Relay-Version: version B 2.10 5/3/83; site utzoo.UUCP
Path: utzoo!mnetor!uunet!husc6!think!barmar
From: barmar@think.COM (Barry Margolin)
Newsgroups: comp.unix.wizards
Subject: globbing in the shell (Was Re: more rm insanity)
Message-ID: <12441@think.UUCP>
Date: Wed, 2-Dec-87 13:08:56 EST
Article-I.D.: think.12441
Posted: Wed Dec  2 13:08:56 1987
Date-Received: Sat, 5-Dec-87 15:28:38 EST
References: <1257@boulder.Colorado.EDU> <6840002@hpcllmv.HP.COM> <9555@mimsy.UUCP> <1890@celtics.UUCP> <6774@brl-smoke.ARPA>
Sender: usenet@think.UUCP
Reply-To: barmar@sauron.UUCP (Barry Margolin)
Organization: Thinking Machines Corporation, Cambridge, MA
Lines: 78

In article <6774@brl-smoke.ARPA> gwyn@brl.arpa (Doug Gwyn (VLD/VMB) ) writes:
>In fact that is a key "win" of UNIX over OSes that make applications deal with
>globbing.

Ahah, now you've hit one of my favorite complaints about Unix.

I do NOT think it is such a win that wildcard expansion is done by the
shell, at least not when it is done in the haphazard style that Unix
shells use.  It assumes that all commands take filenames as arguments,
and that any argument with wildcard characters is supposed to be a
filename.

A very common counterexample is grep.  Its first argument will often
contain wildcard characters, for example

	grep "foo.*bar" 

I wonder how many new users get screwed when they forget to quote the
first argument and it says "No match" so they assume that none of the
files contain the pattern (I think the Bourne shell "solved" this
problem by making unmatched tokens expand into themselves, but the C
shell just aborts the line).  Other commands may want to take
wildcards, although not necessarily to match filenames; for example

	who bar*

should list all the logged-in users whose names begin with "bar"
(equivalent to "who | grep '^bar'").

It should be up to the command to decide the appropriate context for
treating arguments as pathnames and performing wildcard expansion.
This way, a command that knows it is dangerous, such as rm, can check
whether it was called with a wildcard and perhaps be more careful.  On
Multics, the delete command does exactly this, querying "Are you sure
you want to 'delete **' in ?" unless -force is specified.

Globbing in the shell also severely limits the syntax of commands; I
will admit that this could be seen as a benefit, because it forces
conformity, but sometimes a minor syntax change can be useful.  For
example, there's no way to write a version of the cp or mv commands
that takes an alternating list of source and destination pathnames,
where the source pathnames are permitted to have wildcards.  You also
can't do something like Multics's

	rename foo.** foo.bar.==

(the == is replaced by whatever the ** matched) without writing a
complicated script that used grep and sed on the output of ls.
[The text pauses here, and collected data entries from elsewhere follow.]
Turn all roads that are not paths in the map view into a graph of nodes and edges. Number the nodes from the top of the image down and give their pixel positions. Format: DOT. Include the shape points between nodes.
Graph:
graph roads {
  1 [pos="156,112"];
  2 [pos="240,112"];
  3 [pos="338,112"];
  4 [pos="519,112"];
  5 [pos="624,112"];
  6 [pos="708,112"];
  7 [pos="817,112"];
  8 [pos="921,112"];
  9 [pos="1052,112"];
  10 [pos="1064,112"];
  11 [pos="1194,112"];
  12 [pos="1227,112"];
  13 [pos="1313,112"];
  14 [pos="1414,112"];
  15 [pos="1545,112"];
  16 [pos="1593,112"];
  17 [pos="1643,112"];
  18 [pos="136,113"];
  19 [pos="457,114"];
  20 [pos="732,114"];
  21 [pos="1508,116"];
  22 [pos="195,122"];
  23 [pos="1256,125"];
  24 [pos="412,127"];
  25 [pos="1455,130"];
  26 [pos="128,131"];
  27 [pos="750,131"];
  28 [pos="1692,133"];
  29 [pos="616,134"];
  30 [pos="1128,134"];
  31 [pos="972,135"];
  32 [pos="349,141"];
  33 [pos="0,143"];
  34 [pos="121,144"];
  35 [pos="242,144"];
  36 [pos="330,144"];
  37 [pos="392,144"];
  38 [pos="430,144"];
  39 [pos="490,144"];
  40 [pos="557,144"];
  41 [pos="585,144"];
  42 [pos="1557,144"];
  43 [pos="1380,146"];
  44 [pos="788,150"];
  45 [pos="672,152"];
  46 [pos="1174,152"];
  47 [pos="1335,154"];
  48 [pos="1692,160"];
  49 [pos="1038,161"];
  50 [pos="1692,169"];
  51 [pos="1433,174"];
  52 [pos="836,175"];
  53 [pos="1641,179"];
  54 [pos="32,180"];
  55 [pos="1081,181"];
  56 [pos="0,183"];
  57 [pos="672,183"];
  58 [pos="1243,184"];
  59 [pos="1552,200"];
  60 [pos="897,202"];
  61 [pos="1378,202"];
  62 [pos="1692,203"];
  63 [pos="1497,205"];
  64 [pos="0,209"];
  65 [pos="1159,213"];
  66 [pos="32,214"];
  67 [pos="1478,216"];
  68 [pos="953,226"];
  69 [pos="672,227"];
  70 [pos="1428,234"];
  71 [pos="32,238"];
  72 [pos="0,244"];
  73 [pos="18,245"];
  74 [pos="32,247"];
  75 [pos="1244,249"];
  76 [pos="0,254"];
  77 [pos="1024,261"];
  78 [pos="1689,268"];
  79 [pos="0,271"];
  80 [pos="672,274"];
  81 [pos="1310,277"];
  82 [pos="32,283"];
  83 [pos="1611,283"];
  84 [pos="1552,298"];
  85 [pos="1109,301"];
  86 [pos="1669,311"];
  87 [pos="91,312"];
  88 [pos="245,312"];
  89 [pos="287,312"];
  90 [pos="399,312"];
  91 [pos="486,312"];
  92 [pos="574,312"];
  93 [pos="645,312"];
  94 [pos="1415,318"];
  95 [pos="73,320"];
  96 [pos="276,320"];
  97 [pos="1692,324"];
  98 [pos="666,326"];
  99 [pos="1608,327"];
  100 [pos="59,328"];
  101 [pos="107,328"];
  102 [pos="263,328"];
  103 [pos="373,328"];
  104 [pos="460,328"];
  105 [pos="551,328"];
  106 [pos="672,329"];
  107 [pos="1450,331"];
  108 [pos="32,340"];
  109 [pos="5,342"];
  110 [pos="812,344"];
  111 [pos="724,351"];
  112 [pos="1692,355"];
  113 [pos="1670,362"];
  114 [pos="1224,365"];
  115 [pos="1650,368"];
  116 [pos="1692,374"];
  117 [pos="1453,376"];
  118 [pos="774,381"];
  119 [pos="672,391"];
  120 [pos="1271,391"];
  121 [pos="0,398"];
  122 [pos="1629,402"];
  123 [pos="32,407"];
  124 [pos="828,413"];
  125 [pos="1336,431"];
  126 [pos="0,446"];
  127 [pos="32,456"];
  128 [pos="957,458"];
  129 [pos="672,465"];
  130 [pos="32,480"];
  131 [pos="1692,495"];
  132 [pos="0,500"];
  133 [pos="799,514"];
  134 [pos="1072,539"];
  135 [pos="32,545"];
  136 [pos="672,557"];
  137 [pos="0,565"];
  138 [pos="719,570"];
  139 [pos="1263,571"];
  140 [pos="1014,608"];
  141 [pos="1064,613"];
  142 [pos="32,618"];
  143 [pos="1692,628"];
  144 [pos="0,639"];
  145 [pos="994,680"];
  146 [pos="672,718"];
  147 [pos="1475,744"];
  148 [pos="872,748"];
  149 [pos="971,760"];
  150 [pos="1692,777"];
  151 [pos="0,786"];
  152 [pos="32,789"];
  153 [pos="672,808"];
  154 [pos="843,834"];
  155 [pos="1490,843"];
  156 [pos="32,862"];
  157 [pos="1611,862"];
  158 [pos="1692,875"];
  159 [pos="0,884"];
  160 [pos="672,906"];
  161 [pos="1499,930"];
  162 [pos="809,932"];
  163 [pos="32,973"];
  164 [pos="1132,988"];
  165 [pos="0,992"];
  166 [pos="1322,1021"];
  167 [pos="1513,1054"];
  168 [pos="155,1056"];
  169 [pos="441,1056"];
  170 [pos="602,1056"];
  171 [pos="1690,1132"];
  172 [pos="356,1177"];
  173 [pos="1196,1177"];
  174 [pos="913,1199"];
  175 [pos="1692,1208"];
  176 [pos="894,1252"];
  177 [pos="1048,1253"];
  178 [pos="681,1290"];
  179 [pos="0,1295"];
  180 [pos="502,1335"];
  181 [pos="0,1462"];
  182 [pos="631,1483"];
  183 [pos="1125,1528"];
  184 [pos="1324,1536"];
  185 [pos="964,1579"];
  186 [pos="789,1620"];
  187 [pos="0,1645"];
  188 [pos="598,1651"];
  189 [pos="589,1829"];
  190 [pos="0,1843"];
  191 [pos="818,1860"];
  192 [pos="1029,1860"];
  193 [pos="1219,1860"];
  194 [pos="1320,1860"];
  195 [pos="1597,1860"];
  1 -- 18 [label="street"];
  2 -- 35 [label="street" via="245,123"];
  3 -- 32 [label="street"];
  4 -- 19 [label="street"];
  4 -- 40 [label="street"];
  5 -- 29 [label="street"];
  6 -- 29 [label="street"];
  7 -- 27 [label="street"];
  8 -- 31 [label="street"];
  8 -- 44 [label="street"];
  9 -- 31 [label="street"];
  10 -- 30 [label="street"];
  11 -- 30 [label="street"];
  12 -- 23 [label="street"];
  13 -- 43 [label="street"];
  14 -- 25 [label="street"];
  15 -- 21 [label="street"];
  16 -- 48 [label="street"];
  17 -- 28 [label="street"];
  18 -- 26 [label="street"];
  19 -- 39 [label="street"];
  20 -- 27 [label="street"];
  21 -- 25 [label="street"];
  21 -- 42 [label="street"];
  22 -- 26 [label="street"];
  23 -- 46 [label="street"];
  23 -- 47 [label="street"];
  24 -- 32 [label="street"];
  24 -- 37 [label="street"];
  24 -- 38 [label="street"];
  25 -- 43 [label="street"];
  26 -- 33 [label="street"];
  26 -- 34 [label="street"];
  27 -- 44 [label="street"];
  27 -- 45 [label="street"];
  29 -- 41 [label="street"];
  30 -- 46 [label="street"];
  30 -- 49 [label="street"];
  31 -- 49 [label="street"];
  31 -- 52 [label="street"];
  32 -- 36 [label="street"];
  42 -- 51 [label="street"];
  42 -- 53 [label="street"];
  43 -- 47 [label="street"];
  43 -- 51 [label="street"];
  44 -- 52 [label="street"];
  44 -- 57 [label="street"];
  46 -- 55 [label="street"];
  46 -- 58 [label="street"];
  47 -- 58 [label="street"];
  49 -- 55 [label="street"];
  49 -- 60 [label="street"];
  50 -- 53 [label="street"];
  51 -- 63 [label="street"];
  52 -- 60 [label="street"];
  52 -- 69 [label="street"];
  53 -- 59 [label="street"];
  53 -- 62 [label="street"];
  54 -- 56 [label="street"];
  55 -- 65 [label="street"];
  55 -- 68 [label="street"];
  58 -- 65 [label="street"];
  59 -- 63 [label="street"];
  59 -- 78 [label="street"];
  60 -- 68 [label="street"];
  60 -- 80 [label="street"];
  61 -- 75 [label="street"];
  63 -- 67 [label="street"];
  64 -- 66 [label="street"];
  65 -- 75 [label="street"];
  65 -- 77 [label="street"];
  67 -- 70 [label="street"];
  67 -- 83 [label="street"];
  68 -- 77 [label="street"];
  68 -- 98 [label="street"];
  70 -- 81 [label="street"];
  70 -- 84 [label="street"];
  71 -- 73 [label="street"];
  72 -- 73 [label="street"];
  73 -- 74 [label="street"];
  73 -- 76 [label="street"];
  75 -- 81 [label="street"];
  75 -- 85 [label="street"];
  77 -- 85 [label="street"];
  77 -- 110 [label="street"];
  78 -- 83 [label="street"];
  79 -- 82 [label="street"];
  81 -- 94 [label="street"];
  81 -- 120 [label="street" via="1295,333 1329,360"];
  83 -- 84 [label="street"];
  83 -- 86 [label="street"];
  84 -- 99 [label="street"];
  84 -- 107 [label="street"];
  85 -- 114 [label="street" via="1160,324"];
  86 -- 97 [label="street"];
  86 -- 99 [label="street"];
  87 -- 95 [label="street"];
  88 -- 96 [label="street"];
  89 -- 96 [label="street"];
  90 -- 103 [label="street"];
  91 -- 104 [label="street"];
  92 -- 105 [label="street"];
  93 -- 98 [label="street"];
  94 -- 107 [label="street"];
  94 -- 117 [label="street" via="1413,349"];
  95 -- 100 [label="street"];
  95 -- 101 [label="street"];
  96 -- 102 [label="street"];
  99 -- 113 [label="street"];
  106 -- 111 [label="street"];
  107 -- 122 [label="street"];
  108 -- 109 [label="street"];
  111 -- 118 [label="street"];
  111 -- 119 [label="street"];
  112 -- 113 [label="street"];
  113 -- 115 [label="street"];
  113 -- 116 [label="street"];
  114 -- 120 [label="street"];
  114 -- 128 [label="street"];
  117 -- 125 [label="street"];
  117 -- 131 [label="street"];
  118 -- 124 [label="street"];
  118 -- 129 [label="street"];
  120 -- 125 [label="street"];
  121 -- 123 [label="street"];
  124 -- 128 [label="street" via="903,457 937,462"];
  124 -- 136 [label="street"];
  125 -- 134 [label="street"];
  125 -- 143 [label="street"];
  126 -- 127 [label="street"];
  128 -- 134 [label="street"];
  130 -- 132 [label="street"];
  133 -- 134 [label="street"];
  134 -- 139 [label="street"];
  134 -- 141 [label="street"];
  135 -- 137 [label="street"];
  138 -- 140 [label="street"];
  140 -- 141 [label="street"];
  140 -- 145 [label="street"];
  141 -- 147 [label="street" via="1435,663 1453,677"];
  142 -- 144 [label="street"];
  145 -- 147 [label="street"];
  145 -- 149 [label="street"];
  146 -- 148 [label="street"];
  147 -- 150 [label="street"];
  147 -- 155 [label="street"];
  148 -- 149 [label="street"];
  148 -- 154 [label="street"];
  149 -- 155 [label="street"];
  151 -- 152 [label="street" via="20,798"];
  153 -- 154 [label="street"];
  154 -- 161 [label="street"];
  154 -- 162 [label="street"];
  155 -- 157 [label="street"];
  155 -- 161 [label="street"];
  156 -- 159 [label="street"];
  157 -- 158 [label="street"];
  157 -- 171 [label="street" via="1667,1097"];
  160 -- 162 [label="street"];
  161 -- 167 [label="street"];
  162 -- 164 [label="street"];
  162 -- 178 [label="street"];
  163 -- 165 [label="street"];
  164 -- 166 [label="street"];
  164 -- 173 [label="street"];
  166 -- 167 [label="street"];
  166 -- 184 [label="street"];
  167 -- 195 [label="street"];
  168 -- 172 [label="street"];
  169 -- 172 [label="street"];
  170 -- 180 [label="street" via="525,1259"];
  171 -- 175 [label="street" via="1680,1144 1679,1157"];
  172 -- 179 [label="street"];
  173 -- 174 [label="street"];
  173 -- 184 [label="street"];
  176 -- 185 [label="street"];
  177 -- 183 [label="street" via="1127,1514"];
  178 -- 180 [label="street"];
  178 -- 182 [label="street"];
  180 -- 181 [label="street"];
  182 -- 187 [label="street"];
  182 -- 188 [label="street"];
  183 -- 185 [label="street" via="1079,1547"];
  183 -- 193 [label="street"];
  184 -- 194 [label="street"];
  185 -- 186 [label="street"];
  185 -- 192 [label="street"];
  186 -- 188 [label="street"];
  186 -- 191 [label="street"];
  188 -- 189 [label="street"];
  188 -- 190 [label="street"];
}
Finally, even when an argument is a pathname, it is sometimes not
allowed to be multiple files.  For example, diff takes pathnames, but
it requires exactly two of them, and ar allows only one archive
pathname to be specified.  On Multics, a command with a syntax like
this can check whether the argument contains wildcards and complain.
Diff can check that it received exactly two pathnames, but it won't
know whether this is simply because one wildcard happened to match
exactly two files (maybe this was intentional on the user's part, but
maybe it wasn't), and ar will simply treat the extra arguments as
member files.

So does this mean that globbing MUST be done by the commands
themselves?  Well, yes and no.  This is how it is done on Multics,
although the actual matching is done by a system call for filenames
(for efficiency, since Multics directories are not directly readable
by user-mode code, so it saves lots of data copying) and by a library
subroutine for non-filenames.  Some more modern systems allow commands
to provide information to the command processor that tell it how to do
the automatic parsing; in this case, this data would specify which
arguments are pathnames that allow wildcards, and the command
processor would automatically perform the expansion in the right
cases.

---
Barry Margolin
Thinking Machines Corp.

barmar@think.com
seismo!think!barmar